* DATA TO PROCESS *

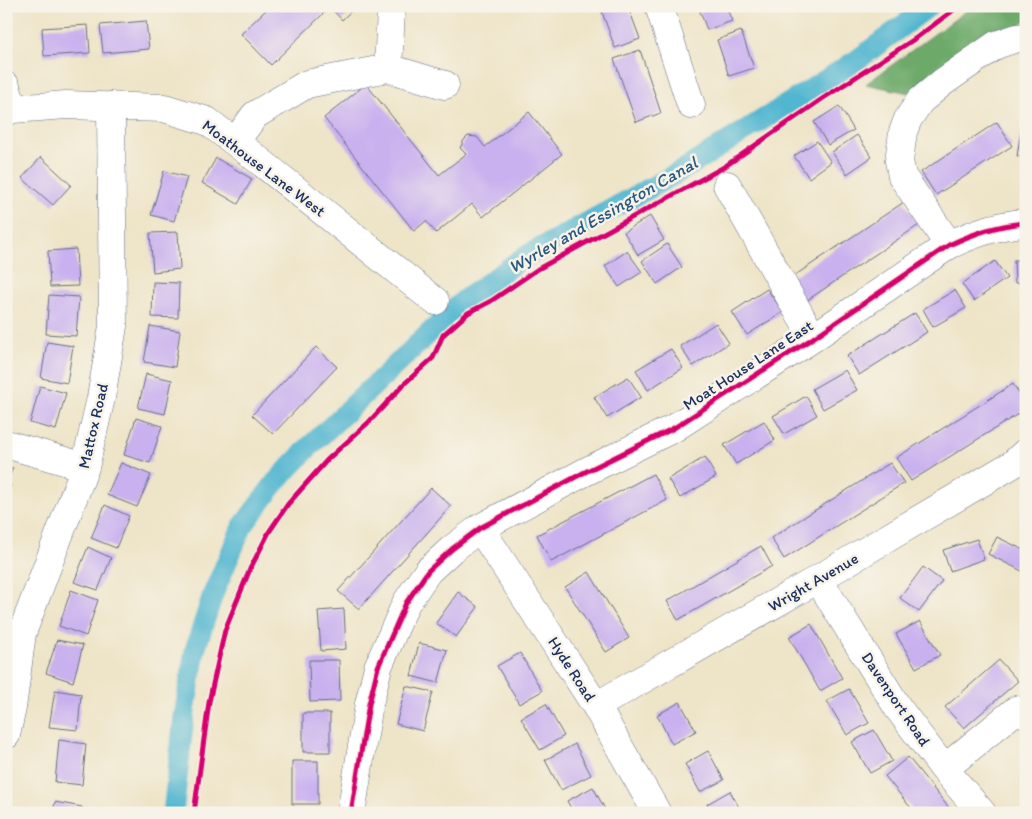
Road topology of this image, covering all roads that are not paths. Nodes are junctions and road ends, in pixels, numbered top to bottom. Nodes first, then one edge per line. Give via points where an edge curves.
1 (659, 6) edge
2 (391, 11) dead end
3 (1026, 38) edge
4 (388, 68) junction
5 (444, 85) dead end
6 (8, 103) edge
7 (691, 105) dead end
8 (111, 106) junction
9 (235, 142) junction
10 (727, 185) dead end
11 (1026, 223) edge
12 (949, 246) junction
13 (435, 301) dead end
14 (813, 338) junction
15 (6, 444) edge
16 (1021, 464) edge
17 (85, 467) junction
18 (480, 528) junction
19 (818, 580) junction
20 (596, 706) junction
21 (1026, 714) edge
22 (6, 735) edge
23 (944, 769) junction
24 (351, 813) edge
25 (657, 813) edge
26 (982, 813) edge

1 - 7 street
2 - 4 street
3 - 12 street via 996,45 943,82 920,101 903,132 899,161 902,176
4 - 5 street
4 - 9 street via 307,84 254,115
6 - 8 street, Moathouse Lane West
8 - 9 street, Moathouse Lane West via 164,108 206,121
8 - 17 street, Mattox Road via 113,326
9 - 13 street, Moathouse Lane West
10 - 14 street
11 - 12 street, Moat House Lane East via 998,226
12 - 14 street, Moat House Lane East
14 - 18 street, Moat House Lane East via 674,428
15 - 17 street
16 - 19 street, Wright Avenue
17 - 22 street, Mattox Road via 22,633
18 - 20 street, Hyde Road
18 - 24 street, Moat House Lane East via 428,571 396,626 378,667 369,704
19 - 20 street, Wright Avenue
19 - 23 street, Davenport Road via 898,708
20 - 25 street, Hyde Road
21 - 23 street via 1016,710
23 - 26 street, Davenport Road

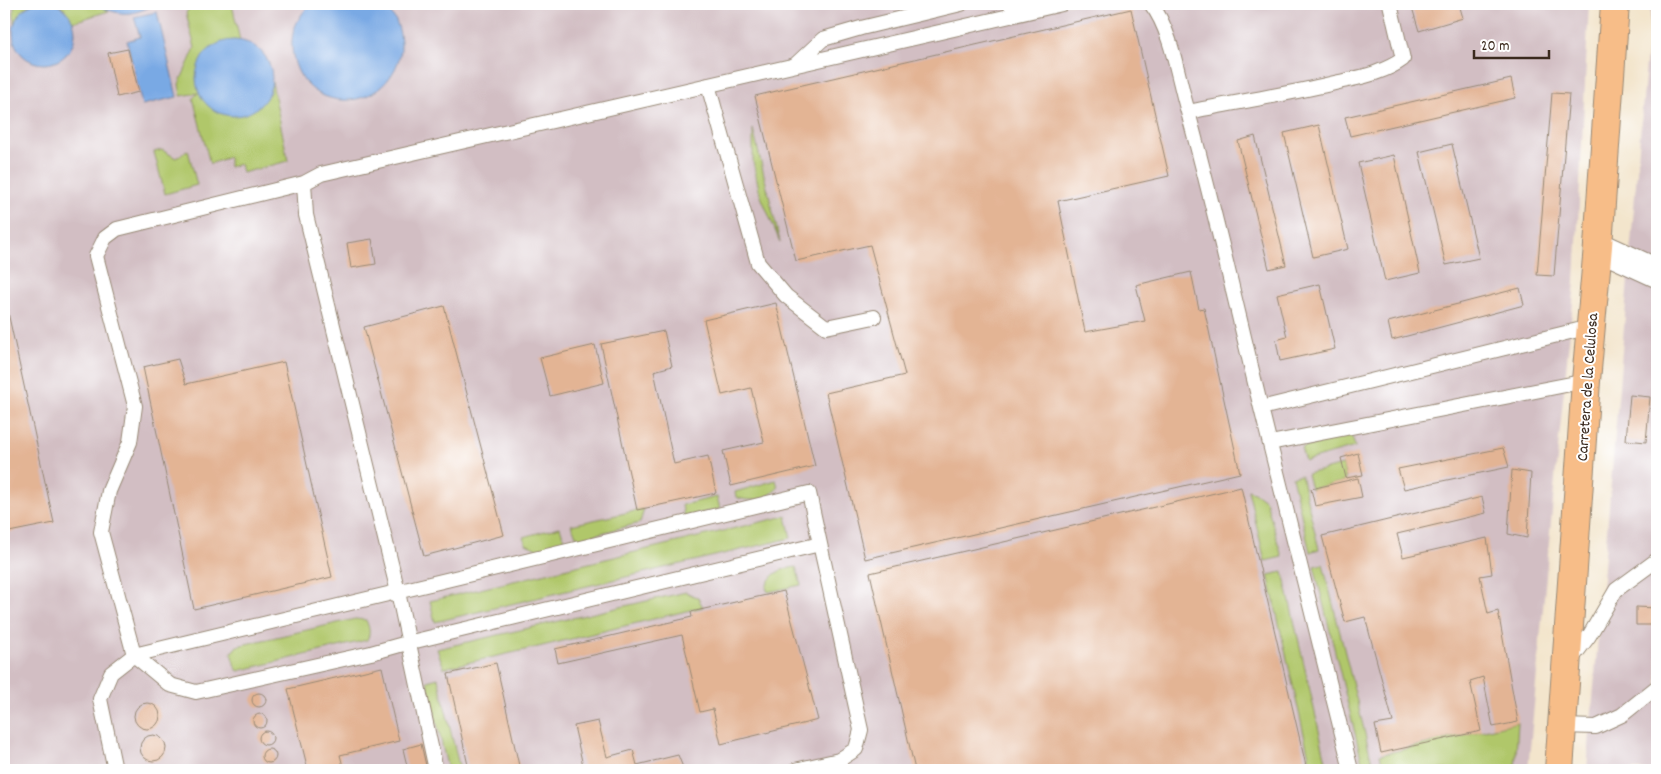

* WHAT THE TASK REQUIRES *
If a line contains the string "Mattox", include it in the tally; report the final tally for the whole listing and nothing else.

* WRITTEN SOLUTION *
2